| Assignment |
In the entries below, find each line where the word "CENTRAL" appears and give only the total count of such lines.

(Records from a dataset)
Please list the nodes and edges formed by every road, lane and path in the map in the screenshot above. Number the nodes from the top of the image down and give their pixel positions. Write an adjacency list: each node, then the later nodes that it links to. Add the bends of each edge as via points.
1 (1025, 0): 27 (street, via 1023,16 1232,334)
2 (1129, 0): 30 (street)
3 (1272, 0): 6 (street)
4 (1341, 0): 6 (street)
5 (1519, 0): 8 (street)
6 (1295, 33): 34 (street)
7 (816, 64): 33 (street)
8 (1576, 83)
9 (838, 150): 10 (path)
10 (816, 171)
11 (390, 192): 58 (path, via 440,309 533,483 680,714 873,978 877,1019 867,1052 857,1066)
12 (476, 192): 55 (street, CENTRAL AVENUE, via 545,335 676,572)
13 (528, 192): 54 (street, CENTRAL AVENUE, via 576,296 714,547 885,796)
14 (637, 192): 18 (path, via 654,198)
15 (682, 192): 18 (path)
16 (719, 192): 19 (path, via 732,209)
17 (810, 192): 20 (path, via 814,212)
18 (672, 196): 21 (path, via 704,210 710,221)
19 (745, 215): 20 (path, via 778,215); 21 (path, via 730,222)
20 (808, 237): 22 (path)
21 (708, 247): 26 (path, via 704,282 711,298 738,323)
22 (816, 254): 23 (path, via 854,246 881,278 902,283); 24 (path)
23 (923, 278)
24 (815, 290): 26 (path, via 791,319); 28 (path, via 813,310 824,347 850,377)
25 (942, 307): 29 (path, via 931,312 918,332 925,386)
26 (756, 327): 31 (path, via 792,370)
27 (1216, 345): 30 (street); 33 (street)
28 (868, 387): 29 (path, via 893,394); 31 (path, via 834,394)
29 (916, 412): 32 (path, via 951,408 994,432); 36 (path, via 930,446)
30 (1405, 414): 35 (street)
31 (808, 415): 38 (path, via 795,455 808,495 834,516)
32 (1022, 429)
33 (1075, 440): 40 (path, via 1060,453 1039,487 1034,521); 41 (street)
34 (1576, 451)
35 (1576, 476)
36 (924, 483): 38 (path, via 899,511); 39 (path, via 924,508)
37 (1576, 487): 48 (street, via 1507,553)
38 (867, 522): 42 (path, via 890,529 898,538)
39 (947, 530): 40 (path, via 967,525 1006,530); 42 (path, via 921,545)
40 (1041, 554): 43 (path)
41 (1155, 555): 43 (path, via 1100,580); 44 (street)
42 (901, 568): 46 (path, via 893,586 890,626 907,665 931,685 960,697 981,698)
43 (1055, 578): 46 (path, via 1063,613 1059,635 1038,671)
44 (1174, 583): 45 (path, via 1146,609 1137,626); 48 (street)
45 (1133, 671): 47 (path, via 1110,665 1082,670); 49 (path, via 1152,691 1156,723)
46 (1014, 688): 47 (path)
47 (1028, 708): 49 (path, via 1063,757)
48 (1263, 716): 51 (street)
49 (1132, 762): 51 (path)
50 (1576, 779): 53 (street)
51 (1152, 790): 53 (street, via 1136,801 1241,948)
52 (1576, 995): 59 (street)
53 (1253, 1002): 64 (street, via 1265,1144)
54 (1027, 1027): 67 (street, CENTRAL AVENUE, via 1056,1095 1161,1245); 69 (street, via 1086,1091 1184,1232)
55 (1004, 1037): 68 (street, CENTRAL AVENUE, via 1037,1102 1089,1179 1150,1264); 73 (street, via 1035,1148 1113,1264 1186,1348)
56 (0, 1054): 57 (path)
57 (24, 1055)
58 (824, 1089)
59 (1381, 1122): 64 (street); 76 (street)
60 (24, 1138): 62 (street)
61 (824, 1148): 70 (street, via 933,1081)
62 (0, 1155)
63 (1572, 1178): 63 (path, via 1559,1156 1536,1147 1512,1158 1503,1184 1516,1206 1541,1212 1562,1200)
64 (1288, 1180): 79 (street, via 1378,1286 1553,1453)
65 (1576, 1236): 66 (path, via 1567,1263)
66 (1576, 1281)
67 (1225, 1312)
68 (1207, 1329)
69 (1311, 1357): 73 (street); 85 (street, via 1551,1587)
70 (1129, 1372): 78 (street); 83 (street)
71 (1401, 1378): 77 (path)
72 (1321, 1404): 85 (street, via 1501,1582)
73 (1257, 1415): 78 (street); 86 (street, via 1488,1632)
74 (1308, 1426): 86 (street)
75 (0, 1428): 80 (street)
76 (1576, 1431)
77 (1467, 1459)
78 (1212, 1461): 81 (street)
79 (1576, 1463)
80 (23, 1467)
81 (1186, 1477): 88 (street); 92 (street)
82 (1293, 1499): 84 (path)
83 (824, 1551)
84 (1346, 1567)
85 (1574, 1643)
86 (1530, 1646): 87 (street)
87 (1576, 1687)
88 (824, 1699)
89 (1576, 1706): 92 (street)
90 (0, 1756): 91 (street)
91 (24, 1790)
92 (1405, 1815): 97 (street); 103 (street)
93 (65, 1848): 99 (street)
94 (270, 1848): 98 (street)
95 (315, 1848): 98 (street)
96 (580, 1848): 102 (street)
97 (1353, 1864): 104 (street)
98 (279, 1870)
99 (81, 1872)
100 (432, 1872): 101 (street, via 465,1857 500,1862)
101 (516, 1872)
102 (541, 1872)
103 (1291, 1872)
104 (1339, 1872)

| Response box |
4